• TASK
Pictures are to be left out, but please repeat each record exactly.

***** SUPPLIED MATERIAL

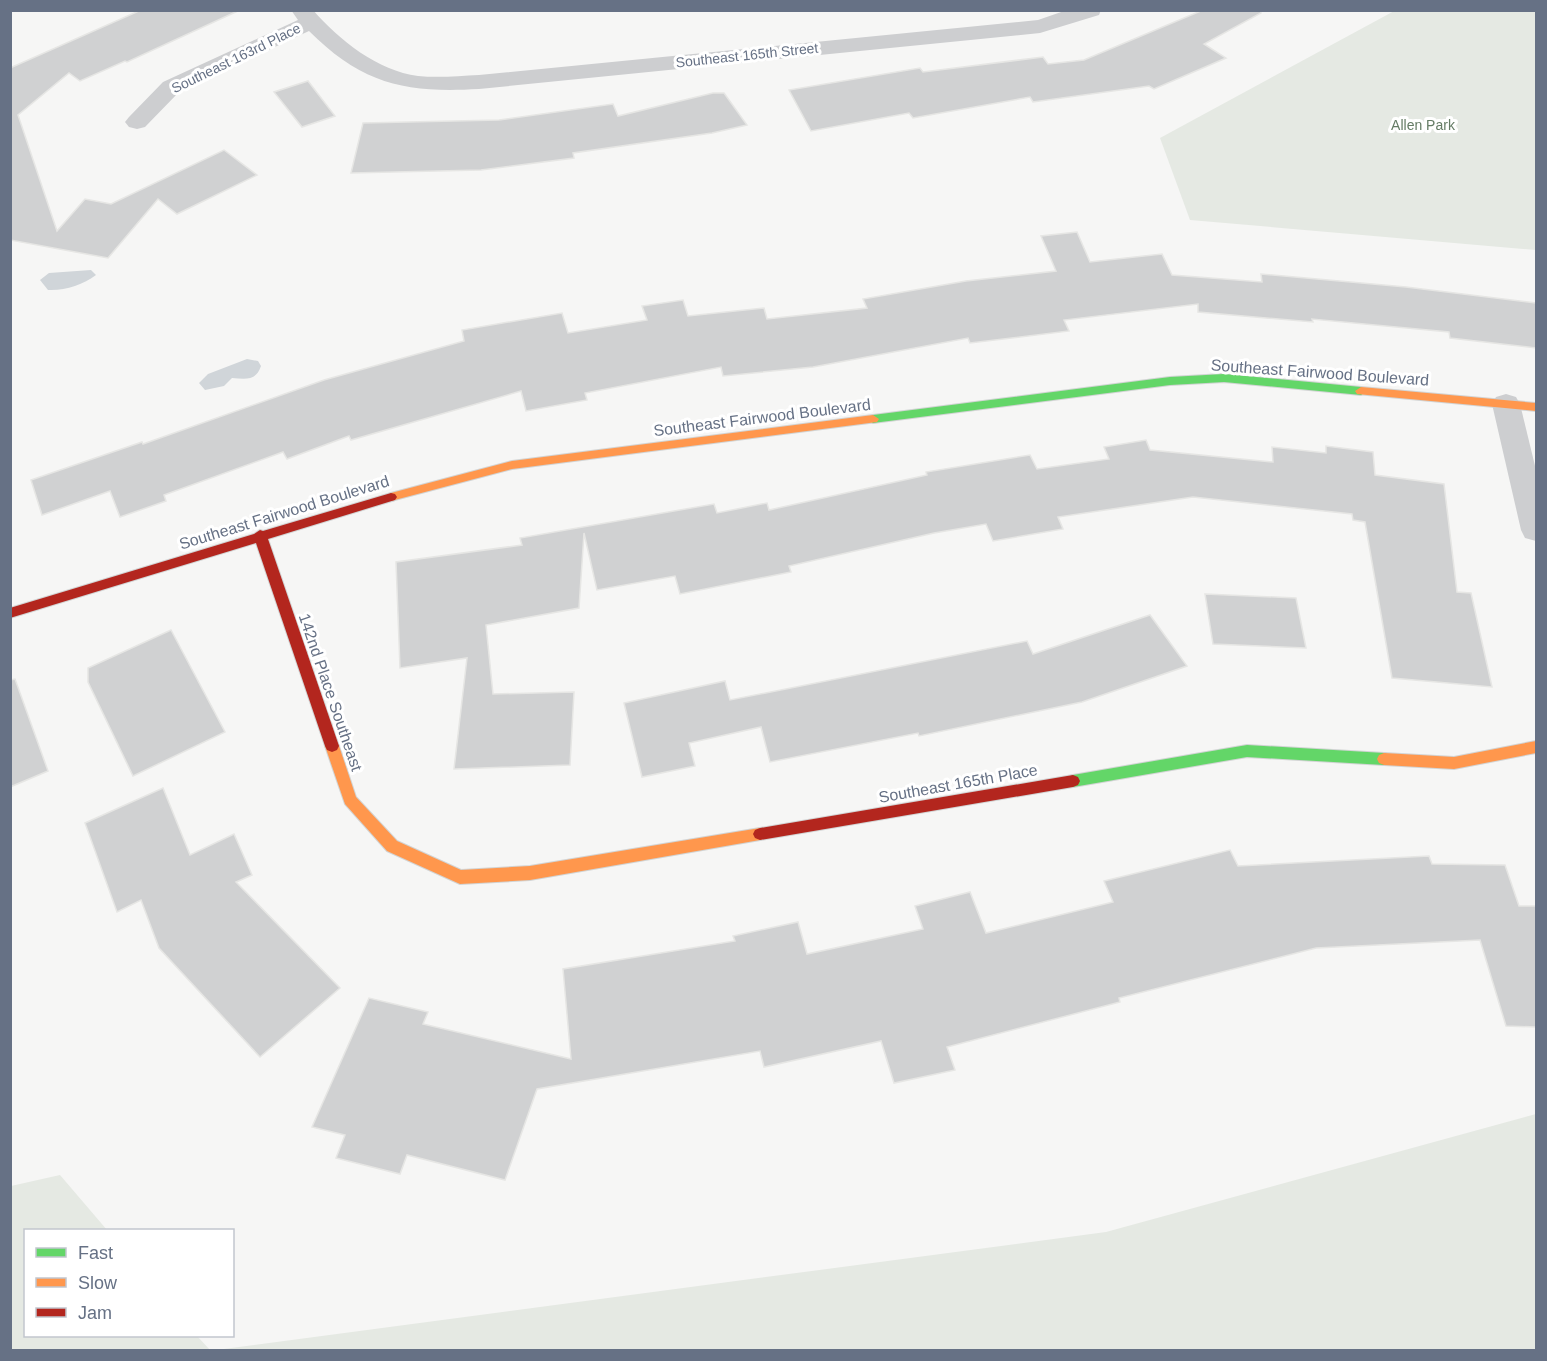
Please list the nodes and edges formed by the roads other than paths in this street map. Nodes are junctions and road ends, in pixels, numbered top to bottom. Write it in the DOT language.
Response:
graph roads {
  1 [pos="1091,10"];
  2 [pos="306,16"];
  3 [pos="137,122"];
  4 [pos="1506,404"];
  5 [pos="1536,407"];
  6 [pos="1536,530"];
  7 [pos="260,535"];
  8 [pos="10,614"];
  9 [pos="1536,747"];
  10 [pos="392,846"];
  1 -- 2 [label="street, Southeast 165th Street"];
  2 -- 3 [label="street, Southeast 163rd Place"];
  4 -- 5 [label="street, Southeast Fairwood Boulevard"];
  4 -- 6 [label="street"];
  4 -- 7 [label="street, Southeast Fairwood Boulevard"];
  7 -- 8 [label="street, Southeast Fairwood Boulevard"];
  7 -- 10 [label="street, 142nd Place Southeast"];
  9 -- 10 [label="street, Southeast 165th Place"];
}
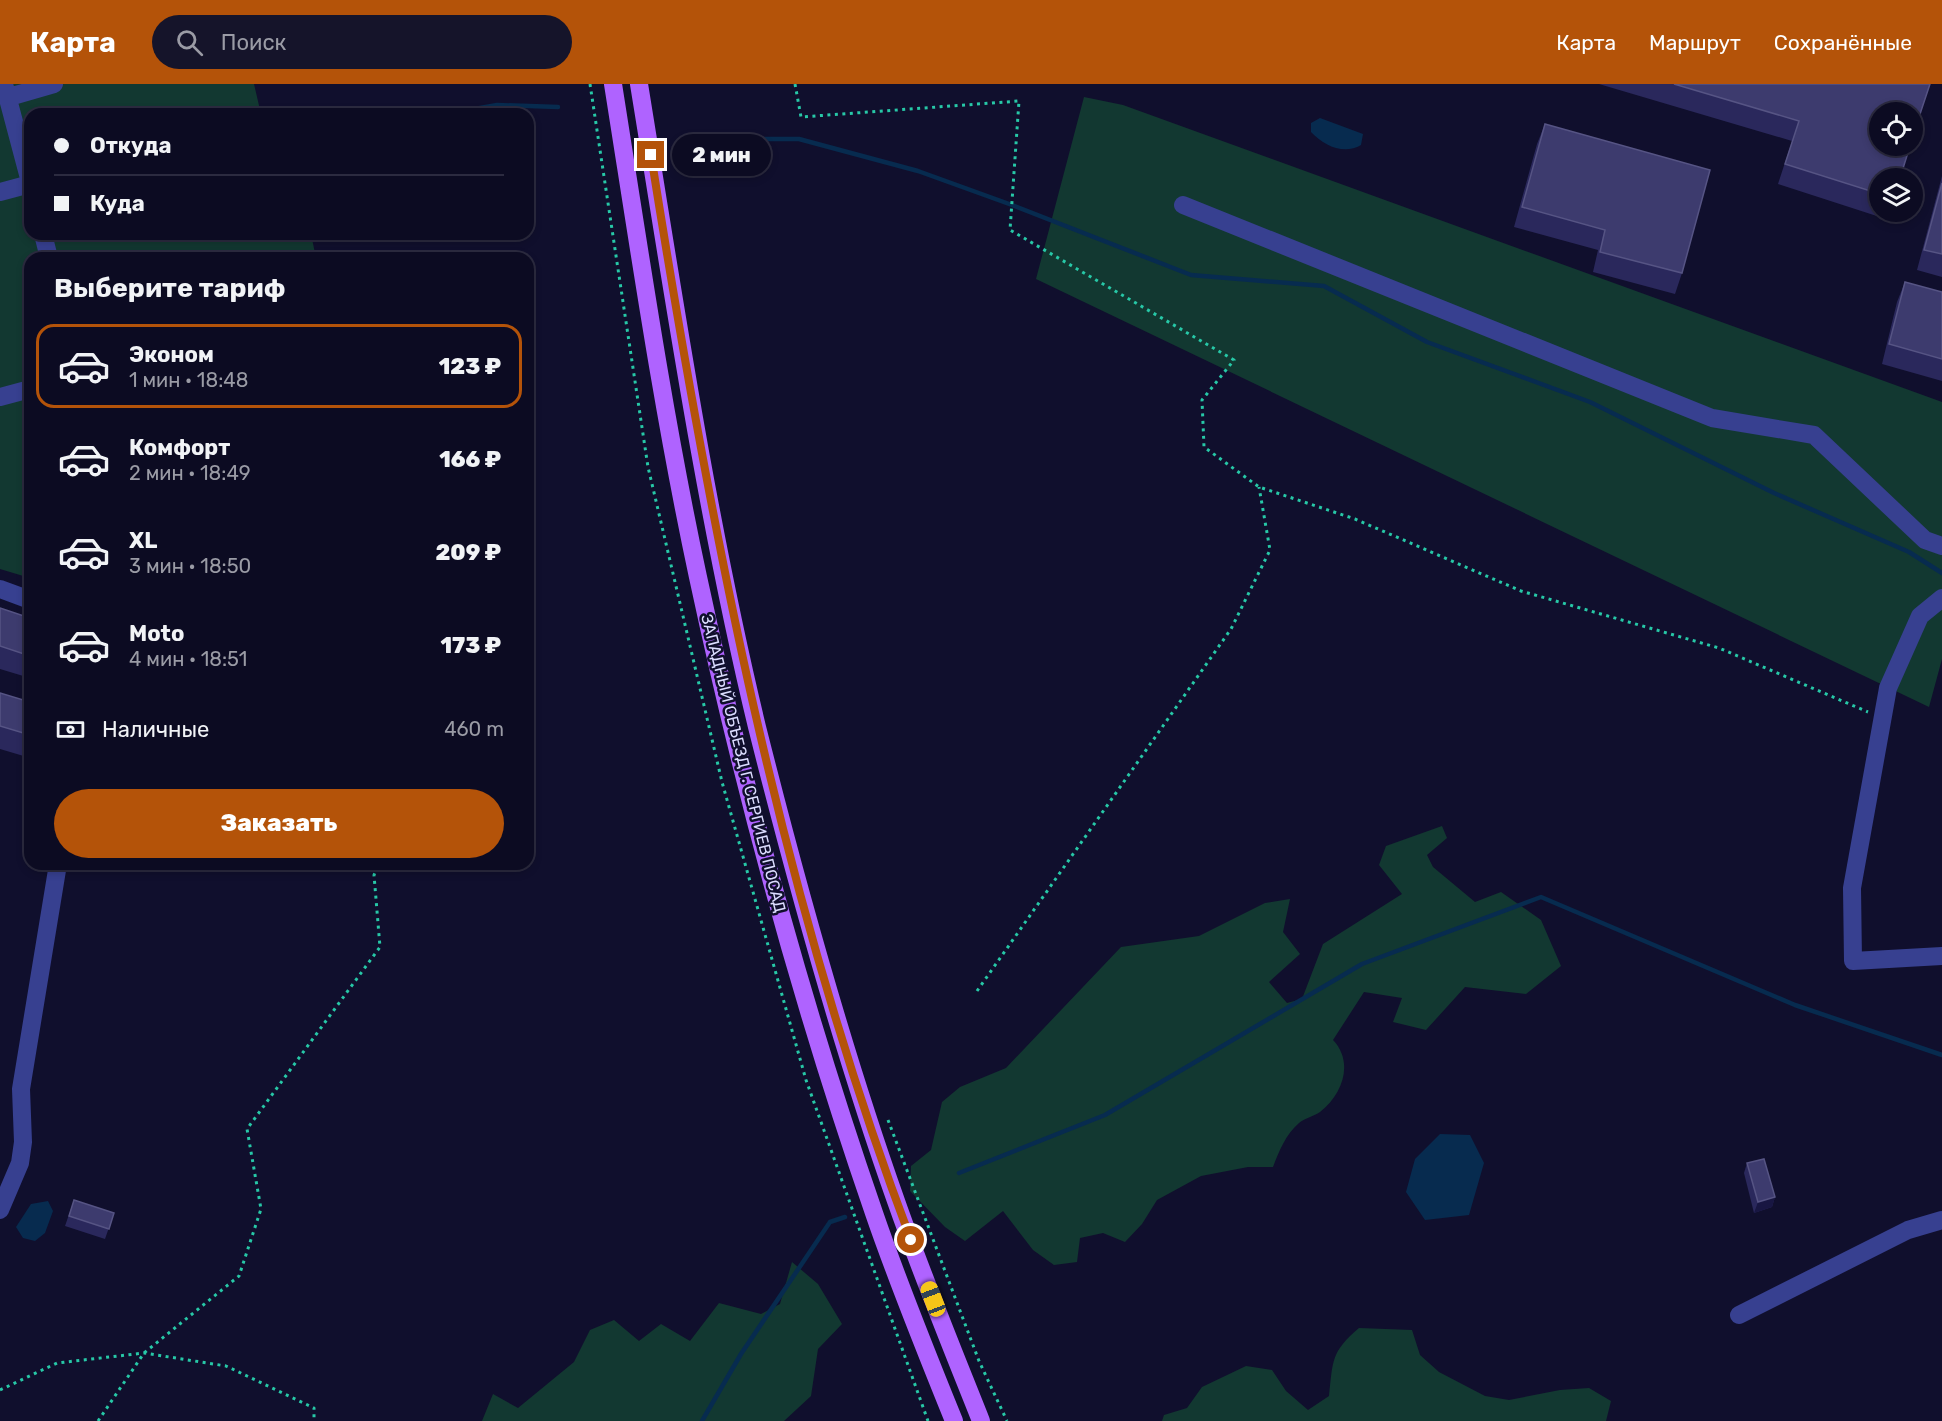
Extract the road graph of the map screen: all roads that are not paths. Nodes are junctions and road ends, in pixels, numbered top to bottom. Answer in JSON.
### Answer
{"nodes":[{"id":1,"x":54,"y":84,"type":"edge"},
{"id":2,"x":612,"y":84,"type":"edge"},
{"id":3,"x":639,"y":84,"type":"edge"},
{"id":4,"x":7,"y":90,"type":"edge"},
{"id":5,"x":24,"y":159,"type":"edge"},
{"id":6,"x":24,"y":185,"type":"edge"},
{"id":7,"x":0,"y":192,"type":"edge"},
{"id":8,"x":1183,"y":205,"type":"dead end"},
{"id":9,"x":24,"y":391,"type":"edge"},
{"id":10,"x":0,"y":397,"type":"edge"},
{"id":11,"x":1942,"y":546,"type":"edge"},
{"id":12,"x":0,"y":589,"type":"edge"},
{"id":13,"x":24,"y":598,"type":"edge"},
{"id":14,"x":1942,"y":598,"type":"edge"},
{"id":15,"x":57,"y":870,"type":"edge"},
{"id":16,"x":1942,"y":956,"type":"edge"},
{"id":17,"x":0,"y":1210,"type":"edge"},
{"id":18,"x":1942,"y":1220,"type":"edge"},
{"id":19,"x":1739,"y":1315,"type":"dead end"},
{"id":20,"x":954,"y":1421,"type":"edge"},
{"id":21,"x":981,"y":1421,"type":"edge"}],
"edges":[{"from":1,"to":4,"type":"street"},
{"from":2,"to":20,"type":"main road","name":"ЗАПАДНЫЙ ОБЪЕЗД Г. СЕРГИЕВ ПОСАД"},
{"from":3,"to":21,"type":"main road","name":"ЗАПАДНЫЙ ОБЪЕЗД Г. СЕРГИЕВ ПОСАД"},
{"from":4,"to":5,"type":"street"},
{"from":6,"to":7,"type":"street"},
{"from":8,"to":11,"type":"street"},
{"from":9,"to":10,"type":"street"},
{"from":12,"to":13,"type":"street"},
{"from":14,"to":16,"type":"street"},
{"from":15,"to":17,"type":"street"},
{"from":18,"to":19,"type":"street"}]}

**********

• OUTPUT FOR THIS TASK
Please list the nodes and edges formed by the roads other than paths in this street map. Nodes are junctions and road ends, in pixels, numbered top to bottom. Write it in the DOT language.
Response:
graph roads {
  1 [pos="1091,10"];
  2 [pos="306,16"];
  3 [pos="137,122"];
  4 [pos="1506,404"];
  5 [pos="1536,407"];
  6 [pos="1536,530"];
  7 [pos="260,535"];
  8 [pos="10,614"];
  9 [pos="1536,747"];
  10 [pos="392,846"];
  1 -- 2 [label="street, Southeast 165th Street"];
  2 -- 3 [label="street, Southeast 163rd Place"];
  4 -- 5 [label="street, Southeast Fairwood Boulevard"];
  4 -- 6 [label="street"];
  4 -- 7 [label="street, Southeast Fairwood Boulevard"];
  7 -- 8 [label="street, Southeast Fairwood Boulevard"];
  7 -- 10 [label="street, 142nd Place Southeast"];
  9 -- 10 [label="street, Southeast 165th Place"];
}
Extract the road graph of the map screen: all roads that are not paths. Nodes are junctions and road ends, in pixels, numbered top to bottom. Answer in JSON.
### Answer
{"nodes":[{"id":1,"x":54,"y":84,"type":"edge"},
{"id":2,"x":612,"y":84,"type":"edge"},
{"id":3,"x":639,"y":84,"type":"edge"},
{"id":4,"x":7,"y":90,"type":"edge"},
{"id":5,"x":24,"y":159,"type":"edge"},
{"id":6,"x":24,"y":185,"type":"edge"},
{"id":7,"x":0,"y":192,"type":"edge"},
{"id":8,"x":1183,"y":205,"type":"dead end"},
{"id":9,"x":24,"y":391,"type":"edge"},
{"id":10,"x":0,"y":397,"type":"edge"},
{"id":11,"x":1942,"y":546,"type":"edge"},
{"id":12,"x":0,"y":589,"type":"edge"},
{"id":13,"x":24,"y":598,"type":"edge"},
{"id":14,"x":1942,"y":598,"type":"edge"},
{"id":15,"x":57,"y":870,"type":"edge"},
{"id":16,"x":1942,"y":956,"type":"edge"},
{"id":17,"x":0,"y":1210,"type":"edge"},
{"id":18,"x":1942,"y":1220,"type":"edge"},
{"id":19,"x":1739,"y":1315,"type":"dead end"},
{"id":20,"x":954,"y":1421,"type":"edge"},
{"id":21,"x":981,"y":1421,"type":"edge"}],
"edges":[{"from":1,"to":4,"type":"street"},
{"from":2,"to":20,"type":"main road","name":"ЗАПАДНЫЙ ОБЪЕЗД Г. СЕРГИЕВ ПОСАД"},
{"from":3,"to":21,"type":"main road","name":"ЗАПАДНЫЙ ОБЪЕЗД Г. СЕРГИЕВ ПОСАД"},
{"from":4,"to":5,"type":"street"},
{"from":6,"to":7,"type":"street"},
{"from":8,"to":11,"type":"street"},
{"from":9,"to":10,"type":"street"},
{"from":12,"to":13,"type":"street"},
{"from":14,"to":16,"type":"street"},
{"from":15,"to":17,"type":"street"},
{"from":18,"to":19,"type":"street"}]}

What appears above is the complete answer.